Leipzig. Der frühere Thomaskantor Hans-Joachim Rotzsch ist am Mittwoch in Leipzig im Alter von 84 Jahren gestorben. Das teilte der Thomanerchor mit und bestätigte damit einen Meldung der „Leipziger Volkszeitung“. Rotzsch war bei dem Chor zunächst Stimmbildner und von 1972 bis 1991 Thomaskantor. „Sein Thomaskantorat fiel in eine von politischen Umbrüchen geprägte Zeit. Unter Hans-Joachim Rotzsch konnte der Thomanerchor seine Spitzenposition unter den Knabenchören weltweit ausbauen“, würdigte der berühmte Knabenchor seinen früheren Chef. Er hatte 1991 wegen Zusammenarbeit mit der Stasi sein Amt niederlegen müssen. Die traditionelle Motette in der Thomaskirche an diesem Freitag soll nun dem Andenken des Toten gewidmet werden.

Rotzsch stammte aus Leipzig. Von 1949 bis 1953 studierte er an der Musikhochschule in der Messestadt. 1972 übernahm er den Thomanerchor, der gemeinsam mit dem Dresdner Kreuzchor die Jahrhunderte alte Chortradition in Sachsen pflegte und auch damals schon international bekannt war. 1983 übernahm Rotzsch zusätzlich das Amt des Präsidenten des „Johann-Sebastian-Bach-Komitees“ der DDR. Als CDU-Mitglied war er seit 1977 zudem Stadtverordneter von Leipzig. Den Chorknaben wurde er in den langen Jahren seines Wirkens zu einer Symbolfigur. „Ich glaube, dass ich im Endeffekt unter den obwaltenden Bedingungen das Optimale erreicht habe“, resümierte er 1991.

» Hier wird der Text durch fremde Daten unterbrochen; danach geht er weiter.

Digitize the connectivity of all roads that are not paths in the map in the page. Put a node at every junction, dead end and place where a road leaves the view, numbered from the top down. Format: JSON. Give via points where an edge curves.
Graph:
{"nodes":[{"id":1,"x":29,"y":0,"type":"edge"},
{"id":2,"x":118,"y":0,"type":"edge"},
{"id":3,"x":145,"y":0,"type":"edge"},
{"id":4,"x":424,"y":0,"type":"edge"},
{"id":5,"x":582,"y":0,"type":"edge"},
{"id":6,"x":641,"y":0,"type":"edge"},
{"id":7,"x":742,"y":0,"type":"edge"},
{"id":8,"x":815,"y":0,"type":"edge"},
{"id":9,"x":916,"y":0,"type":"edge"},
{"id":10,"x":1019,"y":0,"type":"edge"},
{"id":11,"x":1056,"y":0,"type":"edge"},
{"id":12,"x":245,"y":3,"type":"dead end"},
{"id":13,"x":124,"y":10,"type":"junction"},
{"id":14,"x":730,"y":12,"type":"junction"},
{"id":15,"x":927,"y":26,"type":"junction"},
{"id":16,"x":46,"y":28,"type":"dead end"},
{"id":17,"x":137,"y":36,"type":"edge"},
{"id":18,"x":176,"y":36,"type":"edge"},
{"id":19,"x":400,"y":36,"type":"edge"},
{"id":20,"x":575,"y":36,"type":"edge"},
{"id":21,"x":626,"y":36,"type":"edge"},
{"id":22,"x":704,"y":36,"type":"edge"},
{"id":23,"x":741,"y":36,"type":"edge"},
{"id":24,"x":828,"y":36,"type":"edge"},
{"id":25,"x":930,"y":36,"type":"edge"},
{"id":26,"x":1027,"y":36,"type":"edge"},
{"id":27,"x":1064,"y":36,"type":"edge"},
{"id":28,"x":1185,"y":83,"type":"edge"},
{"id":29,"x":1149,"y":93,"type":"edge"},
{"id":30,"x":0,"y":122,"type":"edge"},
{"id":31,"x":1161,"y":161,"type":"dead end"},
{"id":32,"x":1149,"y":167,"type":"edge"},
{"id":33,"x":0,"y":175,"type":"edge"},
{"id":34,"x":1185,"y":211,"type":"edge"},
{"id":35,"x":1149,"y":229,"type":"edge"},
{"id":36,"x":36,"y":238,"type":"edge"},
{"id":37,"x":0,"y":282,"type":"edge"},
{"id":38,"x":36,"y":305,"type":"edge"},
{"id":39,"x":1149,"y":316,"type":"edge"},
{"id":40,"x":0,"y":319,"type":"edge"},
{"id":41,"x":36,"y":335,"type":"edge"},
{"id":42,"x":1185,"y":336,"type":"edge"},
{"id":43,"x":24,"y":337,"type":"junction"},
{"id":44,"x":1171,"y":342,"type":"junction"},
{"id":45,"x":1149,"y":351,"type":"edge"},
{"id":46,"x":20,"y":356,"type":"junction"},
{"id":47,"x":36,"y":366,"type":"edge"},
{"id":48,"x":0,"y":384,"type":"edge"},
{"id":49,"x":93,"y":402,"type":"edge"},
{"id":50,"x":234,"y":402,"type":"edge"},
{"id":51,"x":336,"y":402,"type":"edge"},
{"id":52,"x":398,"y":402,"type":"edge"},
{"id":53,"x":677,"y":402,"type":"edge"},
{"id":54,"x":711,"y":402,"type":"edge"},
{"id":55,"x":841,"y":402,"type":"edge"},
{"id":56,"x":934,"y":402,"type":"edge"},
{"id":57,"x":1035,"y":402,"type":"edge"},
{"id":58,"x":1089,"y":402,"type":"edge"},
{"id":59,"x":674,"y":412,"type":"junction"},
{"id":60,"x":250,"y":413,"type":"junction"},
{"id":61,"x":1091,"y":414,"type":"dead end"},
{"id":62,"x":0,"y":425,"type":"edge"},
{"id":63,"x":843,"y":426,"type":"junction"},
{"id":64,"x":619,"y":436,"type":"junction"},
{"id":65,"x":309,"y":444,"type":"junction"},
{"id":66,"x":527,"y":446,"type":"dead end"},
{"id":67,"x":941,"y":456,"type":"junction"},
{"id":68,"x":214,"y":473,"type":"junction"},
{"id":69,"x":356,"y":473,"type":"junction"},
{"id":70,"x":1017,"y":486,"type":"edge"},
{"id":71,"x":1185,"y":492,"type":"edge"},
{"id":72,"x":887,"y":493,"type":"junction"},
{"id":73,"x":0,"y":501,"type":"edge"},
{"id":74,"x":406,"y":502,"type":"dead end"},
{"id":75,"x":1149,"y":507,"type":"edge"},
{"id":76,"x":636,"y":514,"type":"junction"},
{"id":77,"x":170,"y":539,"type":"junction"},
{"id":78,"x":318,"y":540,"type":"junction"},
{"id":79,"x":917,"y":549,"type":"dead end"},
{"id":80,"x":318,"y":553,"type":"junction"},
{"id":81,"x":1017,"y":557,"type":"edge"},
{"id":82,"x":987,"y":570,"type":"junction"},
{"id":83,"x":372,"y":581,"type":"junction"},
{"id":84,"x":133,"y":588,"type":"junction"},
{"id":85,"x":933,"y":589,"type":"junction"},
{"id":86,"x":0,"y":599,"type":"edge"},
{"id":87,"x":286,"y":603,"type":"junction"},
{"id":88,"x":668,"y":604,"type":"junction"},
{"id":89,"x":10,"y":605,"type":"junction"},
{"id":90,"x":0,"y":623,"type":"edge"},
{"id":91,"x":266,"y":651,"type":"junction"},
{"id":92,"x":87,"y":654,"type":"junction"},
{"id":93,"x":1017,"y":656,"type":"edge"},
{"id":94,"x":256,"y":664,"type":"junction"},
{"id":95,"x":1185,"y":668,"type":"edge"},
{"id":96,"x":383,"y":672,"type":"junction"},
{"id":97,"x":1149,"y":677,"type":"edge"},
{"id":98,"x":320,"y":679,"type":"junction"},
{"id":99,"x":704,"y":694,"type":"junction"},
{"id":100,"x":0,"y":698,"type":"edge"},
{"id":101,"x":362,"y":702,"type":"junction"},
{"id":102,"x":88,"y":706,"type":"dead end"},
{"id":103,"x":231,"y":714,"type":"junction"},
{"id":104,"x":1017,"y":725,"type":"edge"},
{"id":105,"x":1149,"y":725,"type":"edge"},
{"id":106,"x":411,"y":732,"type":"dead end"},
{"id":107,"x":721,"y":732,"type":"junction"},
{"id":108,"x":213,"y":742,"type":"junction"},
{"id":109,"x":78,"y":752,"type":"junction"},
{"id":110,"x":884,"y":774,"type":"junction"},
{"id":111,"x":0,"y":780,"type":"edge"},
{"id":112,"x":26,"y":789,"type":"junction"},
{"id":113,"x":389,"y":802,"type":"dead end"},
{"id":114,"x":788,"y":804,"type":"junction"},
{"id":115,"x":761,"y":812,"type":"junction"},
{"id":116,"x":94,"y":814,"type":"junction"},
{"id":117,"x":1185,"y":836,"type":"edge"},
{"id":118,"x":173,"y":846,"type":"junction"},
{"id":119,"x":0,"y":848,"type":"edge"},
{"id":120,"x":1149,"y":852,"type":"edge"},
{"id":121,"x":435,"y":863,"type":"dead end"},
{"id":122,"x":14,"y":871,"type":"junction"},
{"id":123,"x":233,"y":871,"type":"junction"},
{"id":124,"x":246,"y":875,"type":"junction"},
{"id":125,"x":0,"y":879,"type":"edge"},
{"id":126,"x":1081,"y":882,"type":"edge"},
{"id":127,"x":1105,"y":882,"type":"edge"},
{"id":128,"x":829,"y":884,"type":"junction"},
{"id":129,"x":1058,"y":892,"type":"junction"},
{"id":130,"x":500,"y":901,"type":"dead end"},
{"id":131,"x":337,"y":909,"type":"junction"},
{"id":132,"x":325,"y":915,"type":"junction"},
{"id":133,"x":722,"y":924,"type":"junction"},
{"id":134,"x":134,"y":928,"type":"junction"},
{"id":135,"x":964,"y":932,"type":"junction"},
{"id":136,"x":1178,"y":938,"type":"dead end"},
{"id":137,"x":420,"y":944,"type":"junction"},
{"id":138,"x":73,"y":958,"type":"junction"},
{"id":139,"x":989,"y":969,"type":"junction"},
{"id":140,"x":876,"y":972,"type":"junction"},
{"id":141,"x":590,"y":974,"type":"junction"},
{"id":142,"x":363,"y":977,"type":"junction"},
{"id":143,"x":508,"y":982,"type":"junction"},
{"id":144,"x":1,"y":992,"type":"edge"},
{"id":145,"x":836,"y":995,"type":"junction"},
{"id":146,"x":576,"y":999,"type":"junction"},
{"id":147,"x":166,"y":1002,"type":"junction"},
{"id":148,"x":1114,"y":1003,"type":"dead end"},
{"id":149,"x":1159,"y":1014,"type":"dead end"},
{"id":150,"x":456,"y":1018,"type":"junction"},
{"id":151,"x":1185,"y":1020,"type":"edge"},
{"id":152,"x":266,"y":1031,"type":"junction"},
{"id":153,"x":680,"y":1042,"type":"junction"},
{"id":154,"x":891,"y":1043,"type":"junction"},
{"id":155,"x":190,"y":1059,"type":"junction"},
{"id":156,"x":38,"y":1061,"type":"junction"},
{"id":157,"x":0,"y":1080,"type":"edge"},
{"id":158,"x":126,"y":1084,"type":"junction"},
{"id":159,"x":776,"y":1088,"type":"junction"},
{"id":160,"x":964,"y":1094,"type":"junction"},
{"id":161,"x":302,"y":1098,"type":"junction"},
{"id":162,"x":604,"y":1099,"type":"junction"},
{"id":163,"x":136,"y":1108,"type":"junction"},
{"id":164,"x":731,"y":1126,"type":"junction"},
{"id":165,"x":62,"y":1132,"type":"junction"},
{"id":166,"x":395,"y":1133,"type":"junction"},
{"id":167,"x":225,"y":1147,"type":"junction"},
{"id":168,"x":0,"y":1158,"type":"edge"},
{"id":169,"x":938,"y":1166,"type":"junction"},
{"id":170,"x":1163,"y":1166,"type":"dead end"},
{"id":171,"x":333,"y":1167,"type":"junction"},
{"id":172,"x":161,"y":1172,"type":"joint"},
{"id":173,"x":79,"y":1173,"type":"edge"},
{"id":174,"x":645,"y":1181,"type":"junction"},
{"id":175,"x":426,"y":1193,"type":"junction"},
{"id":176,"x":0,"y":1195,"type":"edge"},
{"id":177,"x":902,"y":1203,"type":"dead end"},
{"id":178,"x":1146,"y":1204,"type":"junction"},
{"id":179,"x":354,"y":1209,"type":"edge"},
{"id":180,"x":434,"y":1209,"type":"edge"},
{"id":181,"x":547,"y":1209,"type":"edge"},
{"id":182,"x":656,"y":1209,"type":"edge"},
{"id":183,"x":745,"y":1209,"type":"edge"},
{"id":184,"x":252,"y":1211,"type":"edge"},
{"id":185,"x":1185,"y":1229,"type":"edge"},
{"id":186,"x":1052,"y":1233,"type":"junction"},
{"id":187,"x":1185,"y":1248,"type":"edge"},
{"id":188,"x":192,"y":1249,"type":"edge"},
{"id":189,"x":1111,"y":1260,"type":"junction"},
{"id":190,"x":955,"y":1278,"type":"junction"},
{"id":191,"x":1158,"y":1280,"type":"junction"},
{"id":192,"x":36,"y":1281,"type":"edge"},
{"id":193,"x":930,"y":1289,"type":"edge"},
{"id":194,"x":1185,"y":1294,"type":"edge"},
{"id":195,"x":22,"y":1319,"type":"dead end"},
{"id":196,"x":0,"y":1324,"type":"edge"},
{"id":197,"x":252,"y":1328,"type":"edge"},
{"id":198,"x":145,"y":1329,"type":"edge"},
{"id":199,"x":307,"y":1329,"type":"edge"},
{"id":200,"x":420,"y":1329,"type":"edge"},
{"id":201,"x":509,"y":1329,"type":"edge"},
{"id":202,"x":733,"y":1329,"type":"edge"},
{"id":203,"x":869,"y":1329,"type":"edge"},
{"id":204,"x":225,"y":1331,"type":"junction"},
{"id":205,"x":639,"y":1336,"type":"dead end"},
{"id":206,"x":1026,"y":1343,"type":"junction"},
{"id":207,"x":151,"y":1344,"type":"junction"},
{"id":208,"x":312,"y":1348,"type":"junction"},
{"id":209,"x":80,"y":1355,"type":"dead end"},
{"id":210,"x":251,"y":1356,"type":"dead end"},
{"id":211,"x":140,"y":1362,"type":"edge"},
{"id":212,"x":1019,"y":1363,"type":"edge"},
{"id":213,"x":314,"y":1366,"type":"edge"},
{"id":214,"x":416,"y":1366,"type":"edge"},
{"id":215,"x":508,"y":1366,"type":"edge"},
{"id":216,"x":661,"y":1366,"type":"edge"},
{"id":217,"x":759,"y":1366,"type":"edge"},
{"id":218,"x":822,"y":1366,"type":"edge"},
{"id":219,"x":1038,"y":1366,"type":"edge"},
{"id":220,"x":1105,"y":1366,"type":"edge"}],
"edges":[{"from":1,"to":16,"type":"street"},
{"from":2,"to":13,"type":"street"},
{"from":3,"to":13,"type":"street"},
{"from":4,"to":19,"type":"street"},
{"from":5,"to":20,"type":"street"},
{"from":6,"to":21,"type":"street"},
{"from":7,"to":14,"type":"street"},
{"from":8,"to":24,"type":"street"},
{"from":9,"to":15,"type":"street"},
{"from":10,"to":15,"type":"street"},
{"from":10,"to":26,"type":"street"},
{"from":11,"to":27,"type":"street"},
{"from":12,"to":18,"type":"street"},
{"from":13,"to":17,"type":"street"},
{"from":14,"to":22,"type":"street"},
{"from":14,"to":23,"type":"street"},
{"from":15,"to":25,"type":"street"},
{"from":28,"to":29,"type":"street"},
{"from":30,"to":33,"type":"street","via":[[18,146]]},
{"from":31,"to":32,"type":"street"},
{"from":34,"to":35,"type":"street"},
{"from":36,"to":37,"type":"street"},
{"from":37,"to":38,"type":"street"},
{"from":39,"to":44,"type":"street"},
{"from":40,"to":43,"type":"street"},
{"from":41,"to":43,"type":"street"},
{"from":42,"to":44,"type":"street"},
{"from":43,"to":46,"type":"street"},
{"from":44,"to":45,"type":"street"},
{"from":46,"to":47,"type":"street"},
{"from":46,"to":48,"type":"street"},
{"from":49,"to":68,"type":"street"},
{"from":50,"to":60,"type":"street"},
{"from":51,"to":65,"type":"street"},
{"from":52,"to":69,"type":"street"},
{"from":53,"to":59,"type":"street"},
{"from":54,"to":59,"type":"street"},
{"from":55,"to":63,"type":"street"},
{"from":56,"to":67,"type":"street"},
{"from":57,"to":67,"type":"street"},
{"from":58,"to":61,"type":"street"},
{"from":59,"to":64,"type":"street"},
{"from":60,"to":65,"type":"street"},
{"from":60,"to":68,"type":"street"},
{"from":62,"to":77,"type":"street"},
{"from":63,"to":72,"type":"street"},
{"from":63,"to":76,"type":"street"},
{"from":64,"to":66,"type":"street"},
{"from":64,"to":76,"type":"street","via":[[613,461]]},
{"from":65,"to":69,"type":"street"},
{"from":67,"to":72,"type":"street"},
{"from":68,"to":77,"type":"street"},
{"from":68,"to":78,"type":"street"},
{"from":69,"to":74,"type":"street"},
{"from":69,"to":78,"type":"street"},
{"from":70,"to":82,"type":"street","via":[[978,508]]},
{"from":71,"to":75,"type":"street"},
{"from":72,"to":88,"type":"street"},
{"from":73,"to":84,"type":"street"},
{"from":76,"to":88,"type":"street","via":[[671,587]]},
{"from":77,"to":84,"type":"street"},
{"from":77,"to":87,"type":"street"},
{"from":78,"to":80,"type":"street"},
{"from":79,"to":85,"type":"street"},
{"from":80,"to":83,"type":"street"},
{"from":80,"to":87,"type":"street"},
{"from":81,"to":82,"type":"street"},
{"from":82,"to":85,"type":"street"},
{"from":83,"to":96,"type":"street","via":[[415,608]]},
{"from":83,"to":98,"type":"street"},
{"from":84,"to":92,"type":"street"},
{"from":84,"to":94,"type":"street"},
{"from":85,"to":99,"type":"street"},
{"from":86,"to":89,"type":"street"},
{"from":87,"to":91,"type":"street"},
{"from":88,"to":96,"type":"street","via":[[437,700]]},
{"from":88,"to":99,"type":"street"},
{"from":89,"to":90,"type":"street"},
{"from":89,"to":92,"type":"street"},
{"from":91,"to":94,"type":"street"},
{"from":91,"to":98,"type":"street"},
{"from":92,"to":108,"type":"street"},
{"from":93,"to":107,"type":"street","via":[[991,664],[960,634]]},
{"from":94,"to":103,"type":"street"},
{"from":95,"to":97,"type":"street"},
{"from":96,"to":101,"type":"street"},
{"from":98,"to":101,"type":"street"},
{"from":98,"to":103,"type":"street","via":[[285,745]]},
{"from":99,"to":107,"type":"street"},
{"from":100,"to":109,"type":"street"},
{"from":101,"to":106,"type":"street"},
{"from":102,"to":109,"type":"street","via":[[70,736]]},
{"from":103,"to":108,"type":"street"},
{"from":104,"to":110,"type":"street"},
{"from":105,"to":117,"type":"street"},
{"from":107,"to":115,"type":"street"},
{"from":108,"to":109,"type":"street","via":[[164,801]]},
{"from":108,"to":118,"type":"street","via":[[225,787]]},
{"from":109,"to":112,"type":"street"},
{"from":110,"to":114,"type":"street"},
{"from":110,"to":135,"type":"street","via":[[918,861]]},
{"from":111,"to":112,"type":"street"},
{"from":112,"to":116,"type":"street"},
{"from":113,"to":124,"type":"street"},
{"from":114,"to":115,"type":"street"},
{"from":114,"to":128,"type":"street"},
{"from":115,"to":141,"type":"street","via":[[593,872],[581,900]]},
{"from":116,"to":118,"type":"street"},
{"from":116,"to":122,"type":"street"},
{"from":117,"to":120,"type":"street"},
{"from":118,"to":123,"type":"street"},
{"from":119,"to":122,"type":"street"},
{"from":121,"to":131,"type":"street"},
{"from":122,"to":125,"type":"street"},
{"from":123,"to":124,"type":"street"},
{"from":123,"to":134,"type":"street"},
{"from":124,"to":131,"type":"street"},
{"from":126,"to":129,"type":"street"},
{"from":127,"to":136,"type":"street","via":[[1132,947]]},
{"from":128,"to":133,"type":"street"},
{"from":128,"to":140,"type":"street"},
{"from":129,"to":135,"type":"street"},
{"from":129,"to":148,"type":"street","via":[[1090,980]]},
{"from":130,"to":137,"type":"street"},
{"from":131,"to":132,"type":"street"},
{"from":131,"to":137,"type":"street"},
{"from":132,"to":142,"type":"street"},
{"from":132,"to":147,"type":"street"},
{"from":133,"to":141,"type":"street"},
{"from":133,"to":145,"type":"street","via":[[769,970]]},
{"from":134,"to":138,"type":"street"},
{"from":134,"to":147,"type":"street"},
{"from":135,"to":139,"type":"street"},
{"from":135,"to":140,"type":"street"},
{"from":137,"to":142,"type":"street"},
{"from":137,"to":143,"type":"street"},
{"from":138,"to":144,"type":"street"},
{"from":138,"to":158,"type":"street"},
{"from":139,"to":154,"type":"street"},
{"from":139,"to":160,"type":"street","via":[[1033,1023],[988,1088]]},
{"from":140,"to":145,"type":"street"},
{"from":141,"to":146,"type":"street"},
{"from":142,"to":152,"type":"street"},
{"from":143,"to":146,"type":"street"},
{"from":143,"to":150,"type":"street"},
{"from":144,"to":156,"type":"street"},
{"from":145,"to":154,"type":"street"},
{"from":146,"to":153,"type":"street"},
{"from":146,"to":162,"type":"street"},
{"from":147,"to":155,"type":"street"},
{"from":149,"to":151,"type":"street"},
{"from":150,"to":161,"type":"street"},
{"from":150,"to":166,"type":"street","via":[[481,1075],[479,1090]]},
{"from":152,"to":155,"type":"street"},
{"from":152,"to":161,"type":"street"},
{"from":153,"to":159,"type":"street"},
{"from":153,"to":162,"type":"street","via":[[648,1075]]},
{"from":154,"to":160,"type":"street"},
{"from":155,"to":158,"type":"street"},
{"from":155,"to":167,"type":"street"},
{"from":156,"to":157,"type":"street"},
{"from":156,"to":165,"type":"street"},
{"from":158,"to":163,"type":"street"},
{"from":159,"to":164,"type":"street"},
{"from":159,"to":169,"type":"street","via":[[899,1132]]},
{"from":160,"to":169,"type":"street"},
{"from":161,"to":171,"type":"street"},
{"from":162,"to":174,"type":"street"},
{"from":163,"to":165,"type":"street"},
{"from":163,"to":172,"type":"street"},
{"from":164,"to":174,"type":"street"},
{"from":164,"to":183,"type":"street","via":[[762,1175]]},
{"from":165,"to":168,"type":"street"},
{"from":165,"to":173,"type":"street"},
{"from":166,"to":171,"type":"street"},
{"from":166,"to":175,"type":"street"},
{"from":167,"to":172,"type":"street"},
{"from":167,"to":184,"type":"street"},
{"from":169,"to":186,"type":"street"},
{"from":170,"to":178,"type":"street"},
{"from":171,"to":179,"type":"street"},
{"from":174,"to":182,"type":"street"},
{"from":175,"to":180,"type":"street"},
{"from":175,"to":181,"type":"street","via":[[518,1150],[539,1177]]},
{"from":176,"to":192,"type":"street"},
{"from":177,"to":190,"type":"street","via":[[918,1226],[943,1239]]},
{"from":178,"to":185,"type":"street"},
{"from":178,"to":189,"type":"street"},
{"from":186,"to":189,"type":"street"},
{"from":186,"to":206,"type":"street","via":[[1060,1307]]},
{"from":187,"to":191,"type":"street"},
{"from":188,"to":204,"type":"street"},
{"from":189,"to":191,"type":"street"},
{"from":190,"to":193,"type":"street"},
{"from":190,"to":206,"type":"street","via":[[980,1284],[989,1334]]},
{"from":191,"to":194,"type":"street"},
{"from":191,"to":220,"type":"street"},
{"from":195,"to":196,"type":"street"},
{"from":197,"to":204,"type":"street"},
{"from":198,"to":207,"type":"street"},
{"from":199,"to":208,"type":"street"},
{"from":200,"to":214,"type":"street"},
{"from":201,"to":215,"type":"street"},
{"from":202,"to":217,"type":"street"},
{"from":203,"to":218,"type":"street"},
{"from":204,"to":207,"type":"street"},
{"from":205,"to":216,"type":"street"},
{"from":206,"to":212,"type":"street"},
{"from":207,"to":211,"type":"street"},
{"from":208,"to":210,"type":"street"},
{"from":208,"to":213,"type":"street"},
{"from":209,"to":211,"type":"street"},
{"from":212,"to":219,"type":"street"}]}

Zu diesem Zeitpunkt stand Rotzsch bereits wegen seiner Stasi- Verstrickung im Fokus. Nach Untersuchungen der damaligen Gauck- Behörde war er bis Herbst 1989 als inoffizieller Mitarbeiter der Stasi geführt worden. Im Mai 1991 trat er von seinem Amt als Chorleiter zurück - die Leipziger Stadtverordnetenversammlung hatte eine Weiterbeschäftigung als „nicht mehr vertretbar“ bezeichnet. Bis zum Jahr 2000 wirkte er am Lehrstuhl für Evangelische Kirchenmusik am Mozarteum Salzburg. (dpa)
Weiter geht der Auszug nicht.